Again, that was mother’s milk for Richards, who apparently spent his adolescence at war with the world.

After starting high school in Boulder two years early, Richards says, he “got screwed up by the social imbalance” and dropped out at 14.

“I hated authority,” he says. “I was a little shit and I didn’t listen to anybody. Anybody that said I had to do something, I was like ‘No, I won’t do it.’ I was such a junk show that my parents basically threw me out of the house.”

He spent the next couple of years couch-surfing and barely avoiding the street.

“In that time,” he says, “I think I developed an ability and an aptitude to suffer.”

Bottoming Out at 8k

Richards’ ability to abide suffering is evident from the first frame of Cold to the last. But it is the veteran Moro, a longtime hero of Richards, who is clearly in the worst kind of hurt.

We learn in an early scene that the trio has decided to take advantage of a two-day break from winter storms to reach the peak. That means breaking camp before they’ve been able to fully acclimate to the altitude. And it means racing the weather up the mountain.

“We were going at a pace that was sort of a gamble,” Richards concedes, then adds, “a very big gamble.”

For Moro, the leader of the expedition, the result was a bad altitude cough — a condition that alpinists frequently face.

“He’d get up in the morning and cough a lot,” Richards recalls, “and he was coughing blood. His lungs were just raw. He suffers more than anybody.”

Richards addresses the situation matter-of-factly in the film: “In the morning Simone pukes, and we all piss so dark it looks like blood. The storm rages harder. We pack up our gear and work our way down.”

For Fogel, the ordeal came later.

Having gotten all of the raw footage from Richards, he had to race to get it produced in time for showing at the 5 Point Festival, which takes place in his hometown.

“I logged all the video in three 16-hour days,” he says, groaning from the memory. He then had less than two months to cut and mix the whole thing.

Sitting in Banff six months later, before Cold won the biggest of its string of awards, both men are adamant that the other deserves the lion’s share of the credit for its success.
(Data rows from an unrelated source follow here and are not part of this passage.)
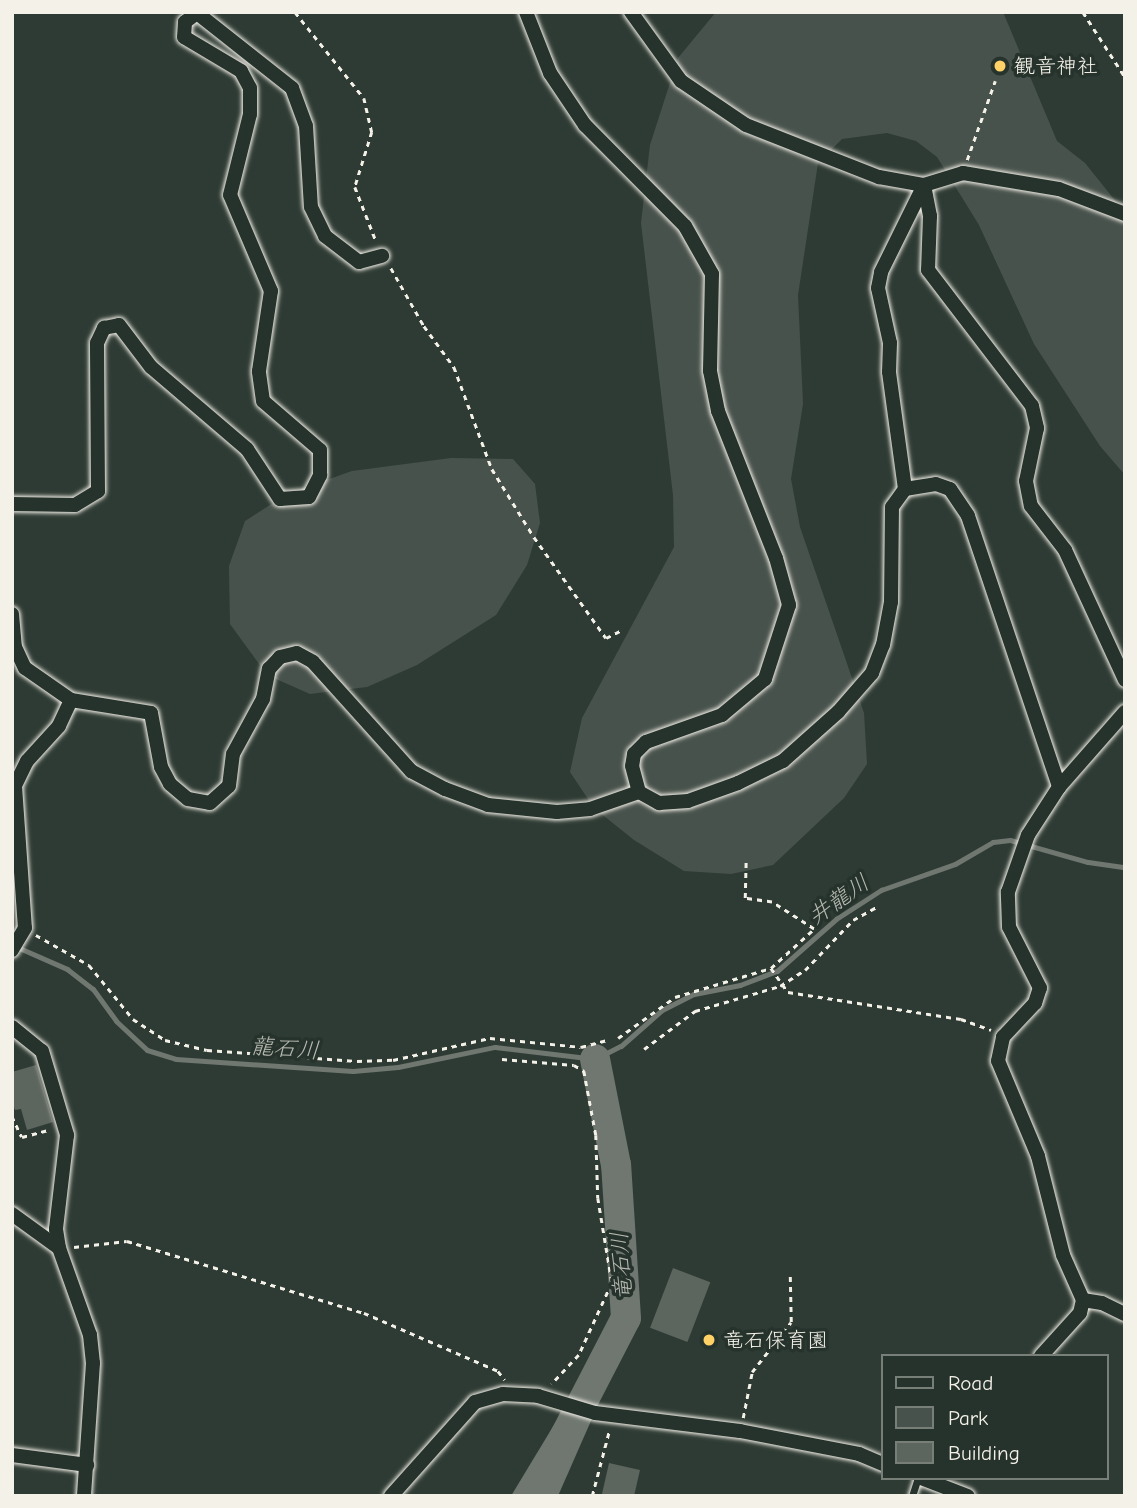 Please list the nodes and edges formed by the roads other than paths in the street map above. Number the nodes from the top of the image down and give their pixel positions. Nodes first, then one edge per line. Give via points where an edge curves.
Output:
1 (526, 12) edge
2 (631, 12) edge
3 (924, 185) junction
4 (1125, 215) edge
5 (382, 256) road end
6 (905, 489) junction
7 (12, 504) edge
8 (12, 614) edge
9 (1125, 680) edge
10 (71, 700) junction
11 (1125, 712) edge
12 (1059, 787) junction
13 (639, 792) junction
14 (19, 938) edge
15 (12, 1027) edge
16 (12, 1214) edge
17 (59, 1248) junction
18 (1083, 1300) junction
19 (1125, 1314) edge
20 (1043, 1354) edge
21 (12, 1455) edge
22 (881, 1463) edge
23 (87, 1465) junction
24 (919, 1480) edge
25 (938, 1481) edge
26 (84, 1496) edge
27 (391, 1496) edge
28 (912, 1496) edge
29 (968, 1496) edge

1 - 13 street via 550,73 585,125 685,226 712,274 710,371 718,411 776,558 789,605 765,679 722,715 646,742 634,754 632,766
2 - 3 street via 659,56 714,107 746,125 879,177
3 - 4 street via 963,173 1059,189
3 - 6 street via 881,272 878,288 890,343 888,372
3 - 9 street via 930,216 928,270 1032,406 1037,428 1026,481 1031,506 1065,550
5 - 7 street via 359,262 325,236 311,207 306,126 292,88 197,13 185,22 184,37 241,71 250,88 250,114 230,195 271,291 259,371 263,401 320,450 320,475 309,497 280,499 247,449 151,367 119,325 104,328 97,343 98,492 75,505
6 - 12 street via 936,484 950,489 968,516
6 - 13 street via 892,507 890,519 893,567 883,645 872,673 838,712 783,761 738,783 688,801 659,803
8 - 10 street via 15,647 25,668
10 - 13 street via 151,713 161,767 170,784 188,799 210,803 229,786 233,754 263,699 269,669 279,657 297,653 313,662 411,771 445,789 488,805 557,812 590,809
10 - 14 street via 59,726 27,761 15,786
11 - 12 street
12 - 18 street via 1026,842 1007,910 1009,927 1036,976 1039,996 1003,1037 1000,1075 1038,1157 1063,1255
15 - 17 street via 42,1051 65,1126
16 - 17 street
17 - 23 street via 90,1335 93,1363
18 - 19 street
18 - 20 street via 1080,1313
21 - 23 street
22 - 27 street via 859,1454 740,1431 613,1416 545,1397 503,1394 475,1402
23 - 26 street
24 - 28 lane
25 - 29 street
Richards is proudest that Moro, his friend and onetime idol, likes the finished product: “Simone said, ‘It’s the first time I’ve ever seen an honest movie about mountaineering.’” But he insists that it’s Fogel’s movie. “I think what you did is you made a new kind of mountaineering film,” he tells his colleague. “You’ve changed the way people will look at mountaineering films.”

Eric Johnson is a contributor to the Santa Cruz Weekly.